We have been saying for years that logistics is the only place in business where cooperation is routine. But in truckload, it hasn’t been. We need intelligent systems, like Leaf’s Flex Fleets, to identify how it can be made routine and easy.
Anshu indicates that he and his leadership team, some of whom worked together previously, have a long-term commitment to their business idea. That’s why they are growing deliberately with tested concepts, and why they have not sought large venture investments like many young logistics software firms. Instead, they want persistent solutions to the problem of cooperation that will capture the next-generation logistics information market.
And they’ll be helping truckers with some of their most intractable problems.
Wing, a subsidiary of Alphabet (think Google), is pioneering a new delivery model. Drones pick up packages and deliver them via a network of landing pads and charging stations. They can handle multiple deliveries point-to-point without returning to the base. It’s because the standardized landing and charging stations are also near to the start point of their next run.
The CEO indicates that the model is a lot more like a computer message network than a last-mile logistics network. The software they’ve written matches the delivery demand with the available drones. Any nearby drone can pick up and make the delivery, then scout via software for another nearby pickup.
It’s another ingenious solution to the problems of thin demand. If there’s not enough, drones will be unoccupied. Pooling demand for package rides will make the system work better.

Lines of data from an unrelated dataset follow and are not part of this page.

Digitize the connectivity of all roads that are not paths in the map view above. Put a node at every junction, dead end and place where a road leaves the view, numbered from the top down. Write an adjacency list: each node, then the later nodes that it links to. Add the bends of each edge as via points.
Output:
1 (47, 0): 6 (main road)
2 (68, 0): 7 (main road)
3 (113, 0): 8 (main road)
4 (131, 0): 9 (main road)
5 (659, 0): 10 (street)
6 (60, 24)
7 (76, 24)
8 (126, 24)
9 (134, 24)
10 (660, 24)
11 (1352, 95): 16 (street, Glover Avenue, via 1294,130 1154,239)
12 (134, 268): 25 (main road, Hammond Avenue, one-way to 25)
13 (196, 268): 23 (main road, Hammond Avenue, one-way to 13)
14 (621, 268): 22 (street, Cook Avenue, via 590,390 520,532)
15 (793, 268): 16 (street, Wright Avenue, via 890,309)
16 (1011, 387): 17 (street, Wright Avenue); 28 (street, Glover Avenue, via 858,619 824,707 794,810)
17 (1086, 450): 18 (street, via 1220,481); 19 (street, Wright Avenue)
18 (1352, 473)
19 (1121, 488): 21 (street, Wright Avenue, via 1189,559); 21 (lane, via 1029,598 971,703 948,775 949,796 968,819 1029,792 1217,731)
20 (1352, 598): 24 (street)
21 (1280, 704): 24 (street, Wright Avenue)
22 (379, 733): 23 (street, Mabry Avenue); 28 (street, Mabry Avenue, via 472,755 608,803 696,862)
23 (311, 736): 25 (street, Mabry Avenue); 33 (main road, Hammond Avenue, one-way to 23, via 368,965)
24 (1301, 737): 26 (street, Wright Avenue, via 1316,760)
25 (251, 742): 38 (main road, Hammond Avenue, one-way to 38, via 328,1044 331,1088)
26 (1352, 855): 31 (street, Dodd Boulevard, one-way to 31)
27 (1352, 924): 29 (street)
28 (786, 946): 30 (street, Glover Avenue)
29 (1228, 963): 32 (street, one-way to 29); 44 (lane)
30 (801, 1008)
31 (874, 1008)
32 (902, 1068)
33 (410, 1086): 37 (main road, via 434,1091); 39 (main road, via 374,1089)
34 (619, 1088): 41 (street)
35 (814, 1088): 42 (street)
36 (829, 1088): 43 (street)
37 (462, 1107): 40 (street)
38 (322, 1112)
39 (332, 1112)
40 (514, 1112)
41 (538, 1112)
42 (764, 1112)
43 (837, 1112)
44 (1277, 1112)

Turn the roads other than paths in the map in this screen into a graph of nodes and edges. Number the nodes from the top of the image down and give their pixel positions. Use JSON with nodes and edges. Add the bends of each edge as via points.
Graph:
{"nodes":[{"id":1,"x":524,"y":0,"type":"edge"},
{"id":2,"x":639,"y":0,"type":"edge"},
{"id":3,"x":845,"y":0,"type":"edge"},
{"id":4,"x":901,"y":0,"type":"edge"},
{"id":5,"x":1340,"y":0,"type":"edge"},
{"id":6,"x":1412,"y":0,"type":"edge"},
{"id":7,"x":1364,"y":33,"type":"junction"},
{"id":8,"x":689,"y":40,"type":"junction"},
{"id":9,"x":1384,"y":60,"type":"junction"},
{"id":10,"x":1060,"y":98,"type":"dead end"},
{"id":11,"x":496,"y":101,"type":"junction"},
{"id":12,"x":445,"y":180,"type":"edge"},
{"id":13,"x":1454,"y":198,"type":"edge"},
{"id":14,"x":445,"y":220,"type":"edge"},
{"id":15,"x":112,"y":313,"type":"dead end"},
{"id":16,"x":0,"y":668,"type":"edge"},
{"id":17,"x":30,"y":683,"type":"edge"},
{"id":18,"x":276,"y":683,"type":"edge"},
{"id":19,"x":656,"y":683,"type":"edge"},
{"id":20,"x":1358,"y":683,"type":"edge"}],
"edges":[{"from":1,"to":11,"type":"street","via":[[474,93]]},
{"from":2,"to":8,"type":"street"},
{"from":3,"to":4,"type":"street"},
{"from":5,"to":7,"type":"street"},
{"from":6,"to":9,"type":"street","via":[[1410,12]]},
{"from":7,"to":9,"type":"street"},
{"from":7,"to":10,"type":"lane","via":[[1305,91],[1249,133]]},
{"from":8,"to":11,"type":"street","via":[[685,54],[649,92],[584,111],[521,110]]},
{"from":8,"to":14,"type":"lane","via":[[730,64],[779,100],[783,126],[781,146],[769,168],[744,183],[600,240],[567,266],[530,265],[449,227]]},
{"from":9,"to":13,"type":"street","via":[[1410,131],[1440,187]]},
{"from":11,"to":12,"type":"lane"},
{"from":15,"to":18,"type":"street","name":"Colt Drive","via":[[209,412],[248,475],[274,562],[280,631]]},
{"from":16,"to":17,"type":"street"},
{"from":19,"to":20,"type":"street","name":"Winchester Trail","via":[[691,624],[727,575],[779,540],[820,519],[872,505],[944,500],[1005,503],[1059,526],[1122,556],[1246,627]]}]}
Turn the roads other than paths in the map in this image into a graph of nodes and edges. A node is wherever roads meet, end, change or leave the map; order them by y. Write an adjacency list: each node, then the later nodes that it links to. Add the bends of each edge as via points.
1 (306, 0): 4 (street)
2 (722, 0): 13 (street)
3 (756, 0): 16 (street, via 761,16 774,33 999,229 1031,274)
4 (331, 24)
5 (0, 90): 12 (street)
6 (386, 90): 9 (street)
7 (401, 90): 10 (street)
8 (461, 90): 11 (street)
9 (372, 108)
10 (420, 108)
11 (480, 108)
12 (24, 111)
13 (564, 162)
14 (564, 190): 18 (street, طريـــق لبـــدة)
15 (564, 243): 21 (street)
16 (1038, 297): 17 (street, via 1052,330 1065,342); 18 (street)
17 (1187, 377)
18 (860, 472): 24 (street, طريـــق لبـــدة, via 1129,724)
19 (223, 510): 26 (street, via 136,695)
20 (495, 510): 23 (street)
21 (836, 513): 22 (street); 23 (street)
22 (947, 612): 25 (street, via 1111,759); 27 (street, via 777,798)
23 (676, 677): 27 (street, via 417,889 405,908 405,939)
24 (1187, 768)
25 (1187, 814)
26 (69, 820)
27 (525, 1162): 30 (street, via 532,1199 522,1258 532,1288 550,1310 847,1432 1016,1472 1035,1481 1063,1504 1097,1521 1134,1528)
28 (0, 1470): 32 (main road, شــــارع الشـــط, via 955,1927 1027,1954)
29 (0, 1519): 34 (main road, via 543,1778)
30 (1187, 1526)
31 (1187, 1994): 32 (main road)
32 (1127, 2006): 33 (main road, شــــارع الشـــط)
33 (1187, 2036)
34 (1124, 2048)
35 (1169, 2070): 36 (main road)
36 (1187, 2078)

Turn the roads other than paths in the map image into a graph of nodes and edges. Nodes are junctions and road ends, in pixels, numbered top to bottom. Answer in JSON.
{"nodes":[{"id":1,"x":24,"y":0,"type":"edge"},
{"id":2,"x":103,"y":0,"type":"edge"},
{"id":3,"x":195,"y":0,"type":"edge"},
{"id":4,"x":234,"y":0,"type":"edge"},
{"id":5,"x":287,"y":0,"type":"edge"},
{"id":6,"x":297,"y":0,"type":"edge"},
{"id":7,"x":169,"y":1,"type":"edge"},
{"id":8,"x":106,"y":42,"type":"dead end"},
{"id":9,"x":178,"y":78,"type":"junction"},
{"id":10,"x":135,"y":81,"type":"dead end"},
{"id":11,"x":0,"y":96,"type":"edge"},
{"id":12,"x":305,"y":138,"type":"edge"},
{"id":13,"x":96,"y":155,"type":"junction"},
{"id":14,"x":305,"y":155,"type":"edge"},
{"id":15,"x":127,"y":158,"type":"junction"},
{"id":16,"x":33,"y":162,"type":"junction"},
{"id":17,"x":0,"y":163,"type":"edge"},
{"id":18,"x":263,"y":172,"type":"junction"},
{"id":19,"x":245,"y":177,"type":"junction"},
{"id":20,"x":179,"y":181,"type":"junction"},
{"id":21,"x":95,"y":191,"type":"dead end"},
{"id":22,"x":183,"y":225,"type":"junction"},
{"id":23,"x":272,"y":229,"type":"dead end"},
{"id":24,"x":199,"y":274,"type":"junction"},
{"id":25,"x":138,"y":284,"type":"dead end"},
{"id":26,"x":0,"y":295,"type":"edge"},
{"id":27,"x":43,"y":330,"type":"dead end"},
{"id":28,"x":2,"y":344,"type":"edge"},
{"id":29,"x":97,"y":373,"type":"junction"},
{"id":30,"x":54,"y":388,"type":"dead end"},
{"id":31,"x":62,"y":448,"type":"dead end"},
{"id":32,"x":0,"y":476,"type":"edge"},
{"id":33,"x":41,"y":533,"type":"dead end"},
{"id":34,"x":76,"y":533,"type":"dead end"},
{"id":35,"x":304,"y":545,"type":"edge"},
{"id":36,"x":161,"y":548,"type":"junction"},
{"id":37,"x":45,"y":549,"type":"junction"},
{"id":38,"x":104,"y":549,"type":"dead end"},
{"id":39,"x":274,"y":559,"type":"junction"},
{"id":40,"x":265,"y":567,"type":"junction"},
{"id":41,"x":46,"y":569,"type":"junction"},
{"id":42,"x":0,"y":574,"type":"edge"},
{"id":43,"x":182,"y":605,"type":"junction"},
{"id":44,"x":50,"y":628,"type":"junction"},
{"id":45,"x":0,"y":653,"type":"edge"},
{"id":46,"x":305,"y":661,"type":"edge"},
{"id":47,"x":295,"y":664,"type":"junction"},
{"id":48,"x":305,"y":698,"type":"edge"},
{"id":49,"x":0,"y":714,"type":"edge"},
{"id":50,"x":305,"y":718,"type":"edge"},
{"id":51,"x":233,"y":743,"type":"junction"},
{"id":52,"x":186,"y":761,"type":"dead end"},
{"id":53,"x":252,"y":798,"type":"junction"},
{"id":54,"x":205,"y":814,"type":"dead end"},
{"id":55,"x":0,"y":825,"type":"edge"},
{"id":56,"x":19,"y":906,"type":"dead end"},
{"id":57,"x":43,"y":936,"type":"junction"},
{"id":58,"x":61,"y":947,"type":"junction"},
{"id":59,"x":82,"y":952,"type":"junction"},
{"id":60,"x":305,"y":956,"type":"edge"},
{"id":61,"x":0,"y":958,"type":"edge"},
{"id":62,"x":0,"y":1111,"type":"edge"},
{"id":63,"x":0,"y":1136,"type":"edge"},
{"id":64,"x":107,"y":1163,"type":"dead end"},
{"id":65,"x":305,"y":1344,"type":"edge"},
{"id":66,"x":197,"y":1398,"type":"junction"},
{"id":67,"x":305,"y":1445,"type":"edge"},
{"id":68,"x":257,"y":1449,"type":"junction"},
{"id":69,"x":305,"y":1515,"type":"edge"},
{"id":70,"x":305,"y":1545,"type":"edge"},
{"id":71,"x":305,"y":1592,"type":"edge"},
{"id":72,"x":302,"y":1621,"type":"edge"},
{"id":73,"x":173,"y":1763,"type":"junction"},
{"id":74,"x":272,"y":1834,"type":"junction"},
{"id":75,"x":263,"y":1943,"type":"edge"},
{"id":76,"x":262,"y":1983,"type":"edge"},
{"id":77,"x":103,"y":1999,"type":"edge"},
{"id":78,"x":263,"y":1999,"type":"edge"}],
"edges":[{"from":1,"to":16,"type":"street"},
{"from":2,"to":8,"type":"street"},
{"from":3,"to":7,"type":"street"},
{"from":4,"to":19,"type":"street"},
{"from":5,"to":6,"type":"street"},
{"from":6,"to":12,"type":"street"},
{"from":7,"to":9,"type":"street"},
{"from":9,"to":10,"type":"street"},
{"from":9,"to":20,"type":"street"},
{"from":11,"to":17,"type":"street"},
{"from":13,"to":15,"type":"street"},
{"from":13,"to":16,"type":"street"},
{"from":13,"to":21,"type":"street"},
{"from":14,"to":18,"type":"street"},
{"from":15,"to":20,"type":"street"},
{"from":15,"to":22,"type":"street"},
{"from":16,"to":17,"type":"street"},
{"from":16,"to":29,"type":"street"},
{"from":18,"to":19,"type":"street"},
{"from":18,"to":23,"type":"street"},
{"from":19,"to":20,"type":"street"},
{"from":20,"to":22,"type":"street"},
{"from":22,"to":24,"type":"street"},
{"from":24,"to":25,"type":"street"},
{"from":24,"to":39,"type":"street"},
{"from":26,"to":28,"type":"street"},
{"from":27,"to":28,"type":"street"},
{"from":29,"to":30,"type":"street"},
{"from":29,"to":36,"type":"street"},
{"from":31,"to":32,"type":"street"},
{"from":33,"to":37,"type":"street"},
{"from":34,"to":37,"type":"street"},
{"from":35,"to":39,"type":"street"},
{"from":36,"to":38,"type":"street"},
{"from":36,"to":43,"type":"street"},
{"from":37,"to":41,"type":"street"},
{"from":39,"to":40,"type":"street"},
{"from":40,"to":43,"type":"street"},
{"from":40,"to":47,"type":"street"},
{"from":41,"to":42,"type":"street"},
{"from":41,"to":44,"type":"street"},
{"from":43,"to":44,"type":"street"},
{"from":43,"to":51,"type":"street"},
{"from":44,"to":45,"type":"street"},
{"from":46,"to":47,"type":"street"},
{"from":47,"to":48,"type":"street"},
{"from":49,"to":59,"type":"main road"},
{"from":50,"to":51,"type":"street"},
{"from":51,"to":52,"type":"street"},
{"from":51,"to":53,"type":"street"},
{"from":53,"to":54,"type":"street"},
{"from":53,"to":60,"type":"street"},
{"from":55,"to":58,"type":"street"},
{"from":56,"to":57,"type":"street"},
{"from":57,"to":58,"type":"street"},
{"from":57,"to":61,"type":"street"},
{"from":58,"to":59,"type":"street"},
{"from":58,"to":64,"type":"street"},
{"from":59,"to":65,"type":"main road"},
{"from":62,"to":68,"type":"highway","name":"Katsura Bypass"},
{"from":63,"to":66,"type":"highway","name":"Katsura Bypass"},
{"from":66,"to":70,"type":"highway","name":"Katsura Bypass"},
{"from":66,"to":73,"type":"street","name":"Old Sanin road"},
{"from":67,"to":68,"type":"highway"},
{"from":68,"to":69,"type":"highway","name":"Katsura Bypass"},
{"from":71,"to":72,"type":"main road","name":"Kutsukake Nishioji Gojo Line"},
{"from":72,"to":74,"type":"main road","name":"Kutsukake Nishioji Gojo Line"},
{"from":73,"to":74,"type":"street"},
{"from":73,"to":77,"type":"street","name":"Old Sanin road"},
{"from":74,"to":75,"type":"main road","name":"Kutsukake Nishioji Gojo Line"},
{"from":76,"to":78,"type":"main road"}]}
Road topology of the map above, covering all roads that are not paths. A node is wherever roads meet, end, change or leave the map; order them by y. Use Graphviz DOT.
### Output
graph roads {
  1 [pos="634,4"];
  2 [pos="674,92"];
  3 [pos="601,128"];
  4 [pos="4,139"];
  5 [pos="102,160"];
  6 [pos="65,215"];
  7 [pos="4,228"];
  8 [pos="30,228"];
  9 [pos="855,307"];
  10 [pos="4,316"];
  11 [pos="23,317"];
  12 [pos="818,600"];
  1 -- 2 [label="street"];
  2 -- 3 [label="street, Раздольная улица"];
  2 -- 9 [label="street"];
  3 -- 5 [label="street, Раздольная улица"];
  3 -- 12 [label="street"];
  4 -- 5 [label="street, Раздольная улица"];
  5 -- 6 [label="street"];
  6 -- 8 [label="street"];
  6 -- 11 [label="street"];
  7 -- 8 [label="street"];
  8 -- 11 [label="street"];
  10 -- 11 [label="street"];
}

Another advantage of drones for delivery is their zero-emission properties. Drones are electric-powered, and emit lots less than local delivery trucks. They are also lots cheaper. There are limits on the size of packages they can carry, but if you look at typical deliveries to an apartment complex, for instance, you see that most packages are small.
Perhaps drone delivery is the future of last-mile package service.